Here are the 50/50 shots we all like to see...




























Then the finished job...





































I now am wondering what to use to keep the shine from rusting. At the moment I have just applied Poorboys Natty's wax paste until someone advises me.
Anyway there you have my very first go at detailing and its all down to finding this site. I will add pics of it fitted to my engine when its light tomorrow. Thanks all for your inspiration & any advice is fully appreciated. 
I can't wait to do the next item.


----------



## JB052 (Mar 22, 2008)

Nice one


----------



## dave-g (Nov 14, 2009)

wow, thats a good transformation there mate, looks far better!

Top job!


----------



## dionbee93 (Aug 11, 2008)

Nice one, looks good... You'll want to do all the underbonnet bits now , just wait and see!
As for keeping it from rusting... you could give it a few coats of clear lacquer?

Dion!


----------



## x-ray (Jan 8, 2010)

dionbee93 said:


> Nice one, looks good... You'll want to do all the underbonnet bits now , just wait and see!
> As for keeping it from rusting... you could give it a few coats of clear lacquer?
> 
> Dion!


Thanks. :thumb: I will find somewhere warm to give it a few coats but I reckon the heat from the manifold will blister the paint pretty quickly unless I can get a high temperature laquer


----------



## christian900se (Nov 10, 2009)

You will have a very hard time finding a clear laquer that will hold up to the 800+ degrees the manifold might reach. Then again, you also will have an almost impossible time finding a LSP that will last past the initial startup haha.

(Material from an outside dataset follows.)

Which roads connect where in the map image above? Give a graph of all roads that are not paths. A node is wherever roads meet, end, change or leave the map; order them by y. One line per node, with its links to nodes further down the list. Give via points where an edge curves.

Either way, that is a great transformation... especially the 50/50 shot!


----------



## mouthyman (May 1, 2006)

great work.

if you cannot find any high temp lacquer, you could try a few coats of Bilt Hamber Autobalm, if i remember correctly that has anti corrosion properties


----------



## ChrisJD (Apr 15, 2009)

That looks so much better. Now you HAVE to do the rest of the engine bay:thumb:

Chris.


----------



## x-ray (Jan 8, 2010)

ChrisJD said:


> That looks so much better. Now you HAVE to do the rest of the engine bay:thumb:
> 
> Chris.


Your sooo right Chris. now its on everything else around it is bad


----------



## x-ray (Jan 8, 2010)

mouthyman said:


> great work.
> 
> if you cannot find any high temp lacquer, you could try a few coats of Bilt Hamber Autobalm, if i remember correctly that has anti corrosion properties


Do you know if Auto sol metal polish protects? I know bikers use it on thier engine parts


----------



## TurbochargedJJ (Dec 10, 2009)

looks good!, move away from the daewoo and onto the fto tho...


----------



## Shug (Jul 13, 2007)

This might do:
http://www.frost.co.uk/item_Detail....Cat=Painting&frostSubCat=Eastwood&subCatID=32


----------



## x-ray (Jan 8, 2010)

TurbochargedJJ said:


> looks good!, move away from the daewoo and onto the fto tho...

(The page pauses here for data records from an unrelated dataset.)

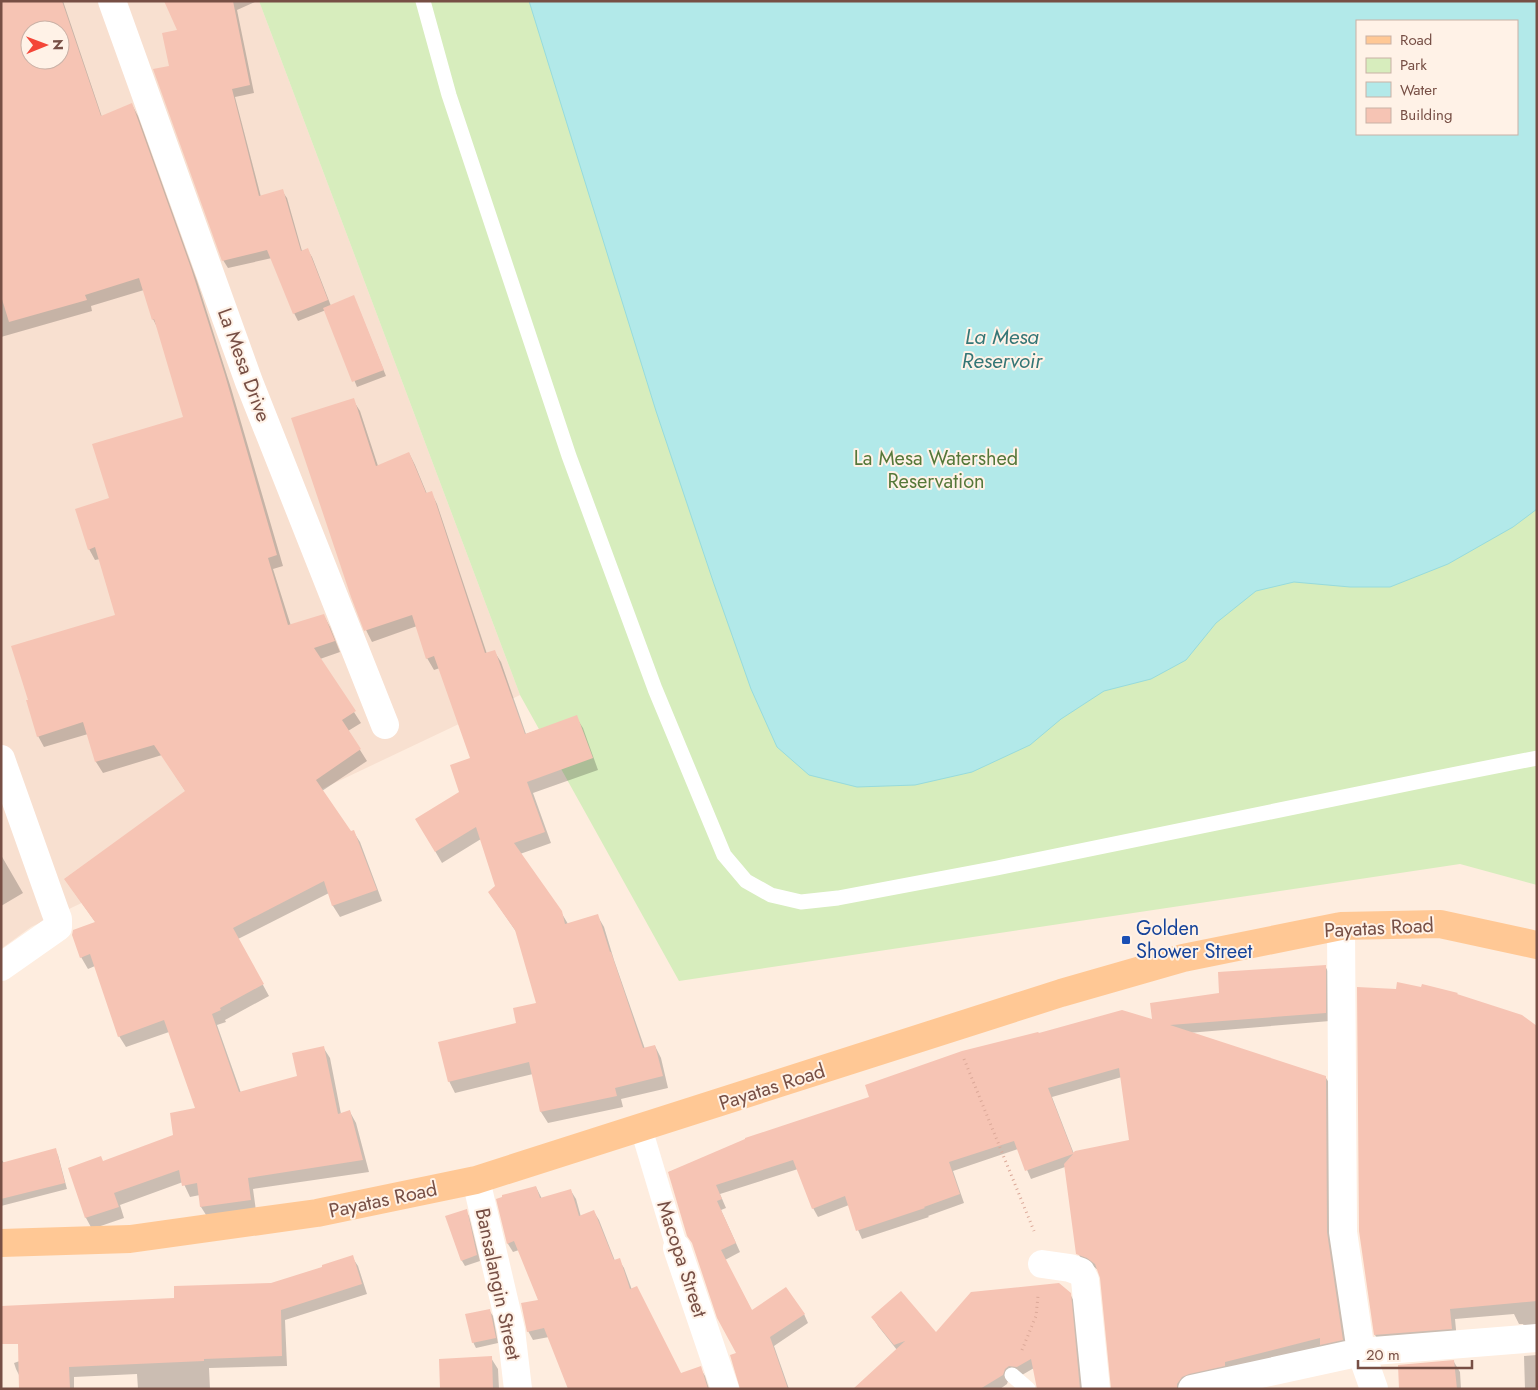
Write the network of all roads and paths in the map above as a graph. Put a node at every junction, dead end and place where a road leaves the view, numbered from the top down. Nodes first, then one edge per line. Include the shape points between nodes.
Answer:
1 (112, 1) edge
2 (423, 1) edge
3 (385, 725) dead end
4 (1537, 758) edge
5 (1, 759) edge
6 (1341, 926) junction
7 (1537, 945) edge
8 (1, 967) edge
9 (951, 1028) junction
10 (641, 1128) junction
11 (476, 1180) junction
12 (1, 1242) edge
13 (677, 1248) joint
14 (1042, 1264) junction
15 (1537, 1338) edge
16 (1361, 1352) junction
17 (1012, 1375) joint
18 (518, 1389) edge
19 (725, 1389) edge
20 (1028, 1389) edge
21 (1096, 1389) edge
22 (1192, 1389) edge
23 (1374, 1389) edge

1 - 3 street, La Mesa Drive via 249,382
2 - 4 lane via 452,104 576,474 655,688 720,846 746,881 771,895 800,902 838,898
5 - 8 street via 58,919 58,927
6 - 7 main road, Payatas Road via 1440,924
6 - 9 main road, Payatas Road via 1183,958
6 - 16 street via 1343,1232
9 - 10 main road, Payatas Road
9 - 14 path via 1032,1224
10 - 11 main road, Payatas Road
10 - 13 street, Macopa Street
11 - 12 main road, Payatas Road via 317,1213 130,1239
11 - 18 street, Bansalangin Street via 511,1330
13 - 19 street, Macopa Street
14 - 17 path via 1036,1316
14 - 21 street via 1081,1272 1085,1280
15 - 16 street
16 - 22 street
16 - 23 street
17 - 20 lane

Ha Ha:lol: All in good time.
Anyway its funny you should say that as I have just renovated the leather seats today & took pics. Should I do it as a thread like this one?


----------



## x-ray (Jan 8, 2010)

Shug said:


> This might do:
> http://www.frost.co.uk/item_Detail....Cat=Painting&frostSubCat=Eastwood&subCatID=32


Yes!! what a result:thumb:
That looks just the job. I will have a pallet of that:lol:


----------



## Mirror Finish Details (Aug 21, 2008)

You used to be able to get manifold paint that was good for 1000C a while back for manifolds in different colours, perhaps an old fashioned paint shop may be able to help you.


----------



## Navra (Jul 30, 2009)

I think Fk 1000p can be good for protection on this part.


----------